◆ AIM OF THE TASK ◆
Copy out each line of the data holding "Oiseaux".

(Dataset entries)
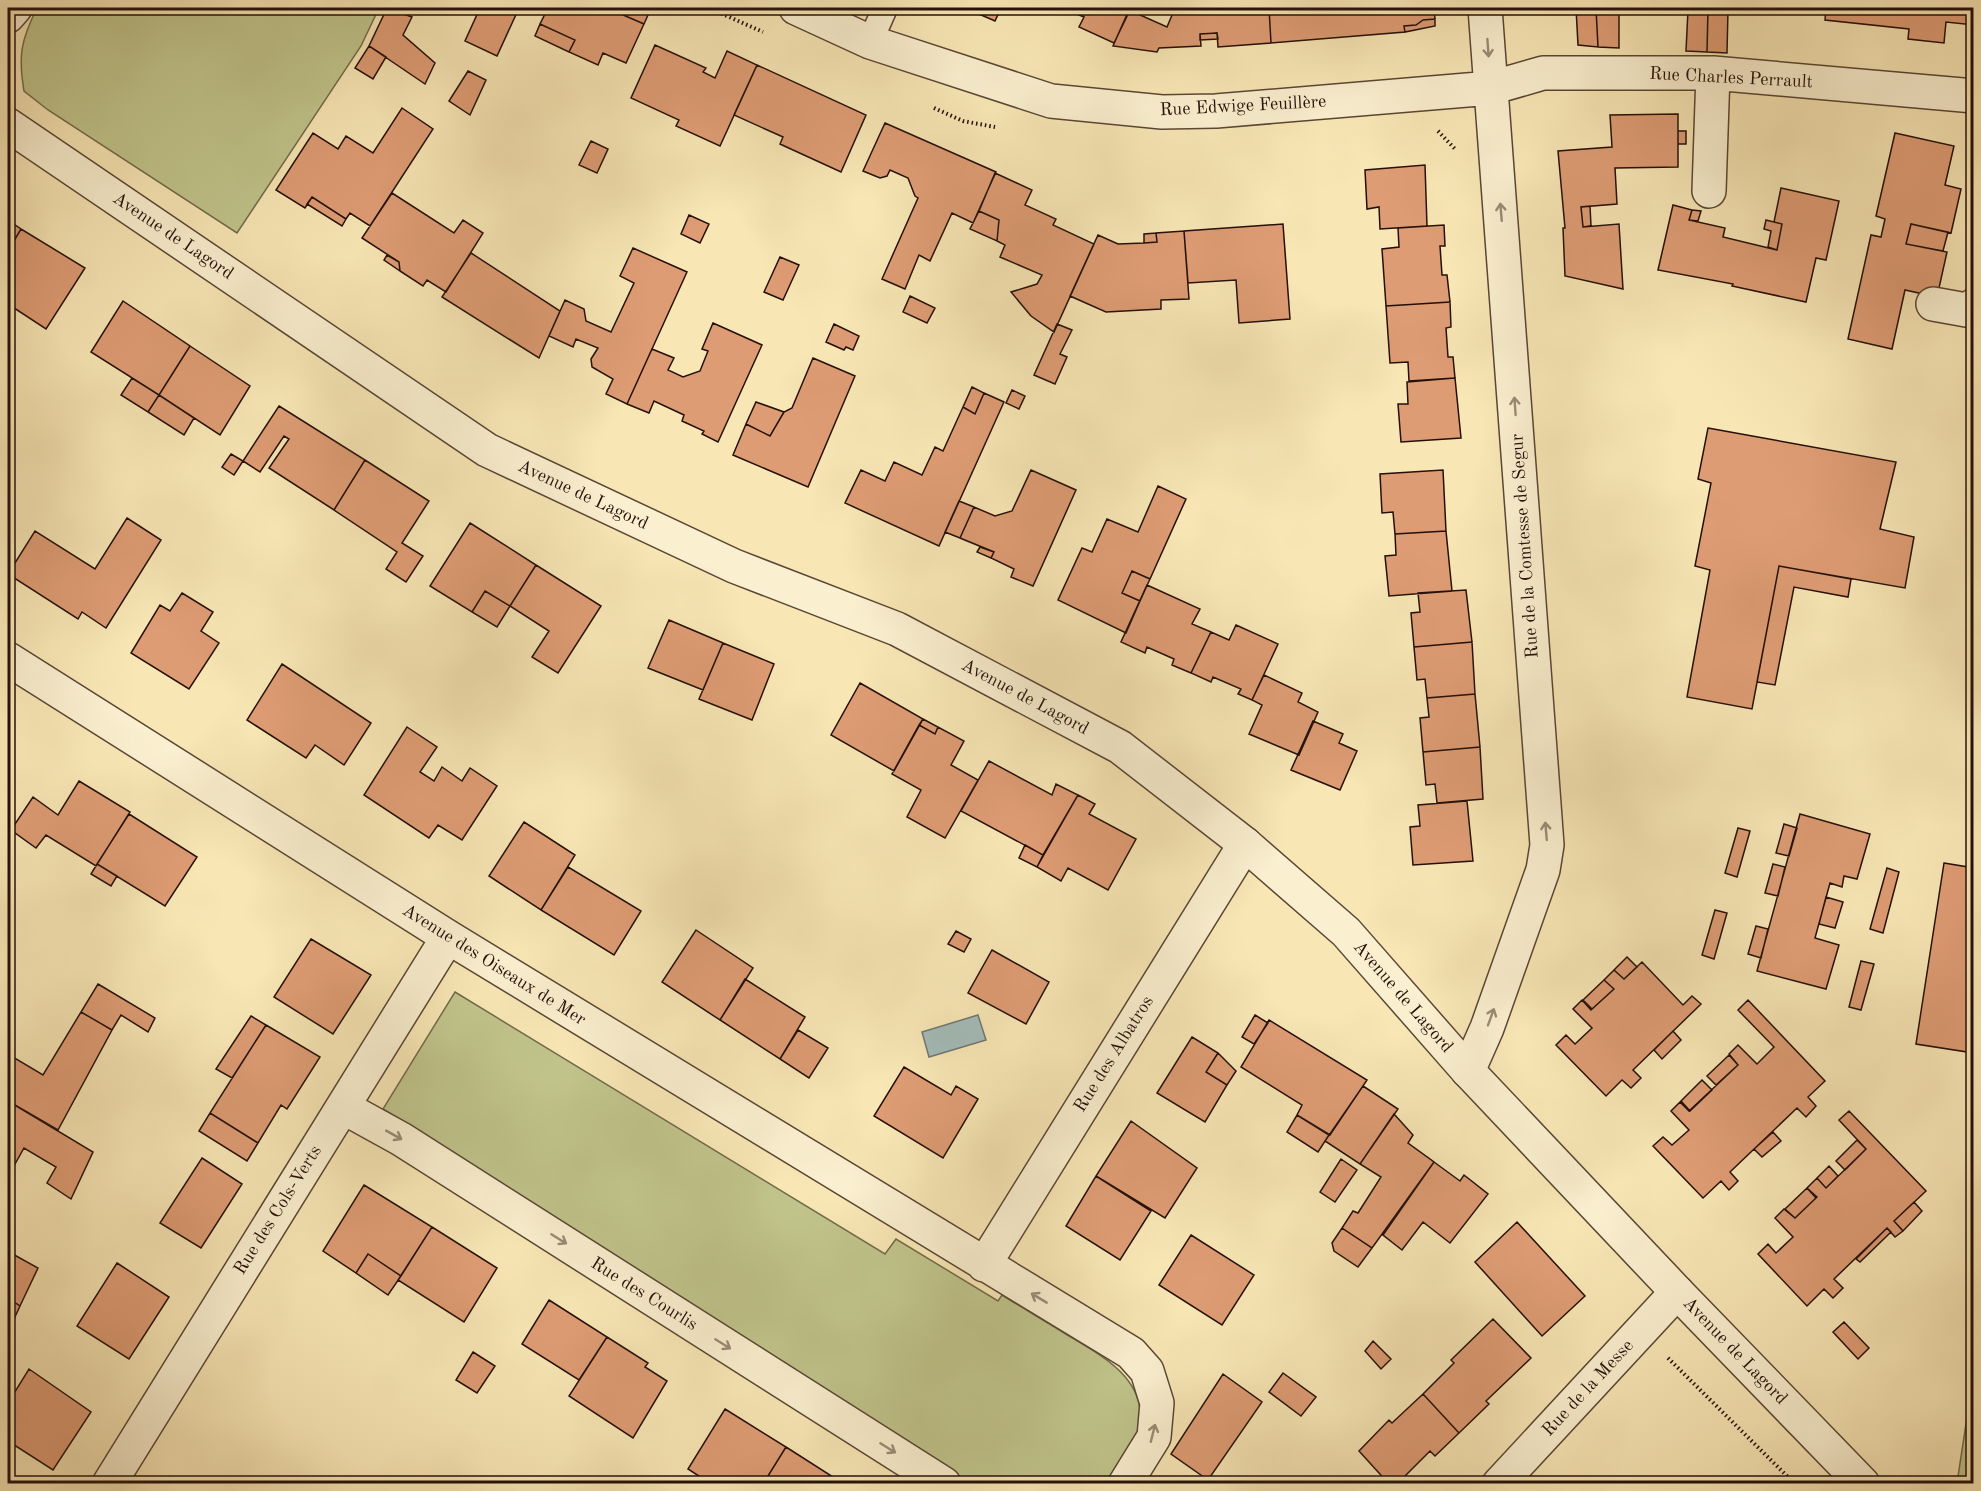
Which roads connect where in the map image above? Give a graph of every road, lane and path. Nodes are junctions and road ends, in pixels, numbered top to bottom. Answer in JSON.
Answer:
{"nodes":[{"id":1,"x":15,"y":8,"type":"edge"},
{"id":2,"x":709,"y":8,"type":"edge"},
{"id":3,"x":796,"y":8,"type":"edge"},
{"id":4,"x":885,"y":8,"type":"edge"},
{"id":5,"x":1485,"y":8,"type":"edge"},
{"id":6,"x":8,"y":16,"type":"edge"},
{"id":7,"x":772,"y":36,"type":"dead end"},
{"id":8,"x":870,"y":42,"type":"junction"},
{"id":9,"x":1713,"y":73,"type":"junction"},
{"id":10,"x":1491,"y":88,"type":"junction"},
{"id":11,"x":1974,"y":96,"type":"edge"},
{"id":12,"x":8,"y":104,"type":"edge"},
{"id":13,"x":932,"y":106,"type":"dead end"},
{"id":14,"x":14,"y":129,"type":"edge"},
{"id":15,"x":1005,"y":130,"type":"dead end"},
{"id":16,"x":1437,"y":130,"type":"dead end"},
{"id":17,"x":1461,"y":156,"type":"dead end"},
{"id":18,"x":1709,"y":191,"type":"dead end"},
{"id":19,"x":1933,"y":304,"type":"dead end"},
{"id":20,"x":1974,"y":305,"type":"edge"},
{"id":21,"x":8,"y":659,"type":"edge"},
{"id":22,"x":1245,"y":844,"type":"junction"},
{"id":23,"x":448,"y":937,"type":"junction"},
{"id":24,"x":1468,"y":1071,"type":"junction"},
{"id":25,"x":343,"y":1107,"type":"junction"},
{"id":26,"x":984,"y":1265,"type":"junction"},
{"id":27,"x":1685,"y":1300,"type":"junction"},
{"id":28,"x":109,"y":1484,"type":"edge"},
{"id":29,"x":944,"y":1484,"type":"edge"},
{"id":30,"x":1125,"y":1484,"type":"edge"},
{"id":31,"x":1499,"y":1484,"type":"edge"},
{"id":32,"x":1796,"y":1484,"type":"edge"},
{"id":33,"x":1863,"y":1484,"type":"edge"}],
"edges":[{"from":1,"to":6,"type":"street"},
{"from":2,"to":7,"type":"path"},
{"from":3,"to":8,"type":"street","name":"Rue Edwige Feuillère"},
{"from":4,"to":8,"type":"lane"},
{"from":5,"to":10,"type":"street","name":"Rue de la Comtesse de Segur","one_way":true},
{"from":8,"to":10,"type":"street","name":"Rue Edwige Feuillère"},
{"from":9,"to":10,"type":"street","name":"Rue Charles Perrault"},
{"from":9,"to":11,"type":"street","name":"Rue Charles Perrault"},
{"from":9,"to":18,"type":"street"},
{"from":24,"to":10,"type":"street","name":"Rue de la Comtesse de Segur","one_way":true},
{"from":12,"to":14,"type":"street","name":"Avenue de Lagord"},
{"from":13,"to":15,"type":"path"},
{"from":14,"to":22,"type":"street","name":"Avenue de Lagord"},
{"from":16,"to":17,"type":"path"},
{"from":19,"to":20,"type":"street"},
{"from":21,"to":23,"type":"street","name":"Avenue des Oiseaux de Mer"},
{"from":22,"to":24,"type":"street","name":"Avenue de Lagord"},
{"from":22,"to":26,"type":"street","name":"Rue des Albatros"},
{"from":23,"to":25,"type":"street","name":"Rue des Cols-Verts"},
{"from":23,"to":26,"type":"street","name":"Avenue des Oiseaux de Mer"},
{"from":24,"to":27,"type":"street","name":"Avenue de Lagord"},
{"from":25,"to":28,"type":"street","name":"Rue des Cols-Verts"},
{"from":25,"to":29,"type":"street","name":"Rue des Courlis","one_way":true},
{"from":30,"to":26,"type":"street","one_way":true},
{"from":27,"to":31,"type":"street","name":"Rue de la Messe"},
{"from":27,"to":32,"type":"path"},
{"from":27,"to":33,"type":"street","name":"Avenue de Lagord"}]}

◆ SOLUTION ◆
{"from":21,"to":23,"type":"street","name":"Avenue des Oiseaux de Mer"},
{"from":23,"to":26,"type":"street","name":"Avenue des Oiseaux de Mer"},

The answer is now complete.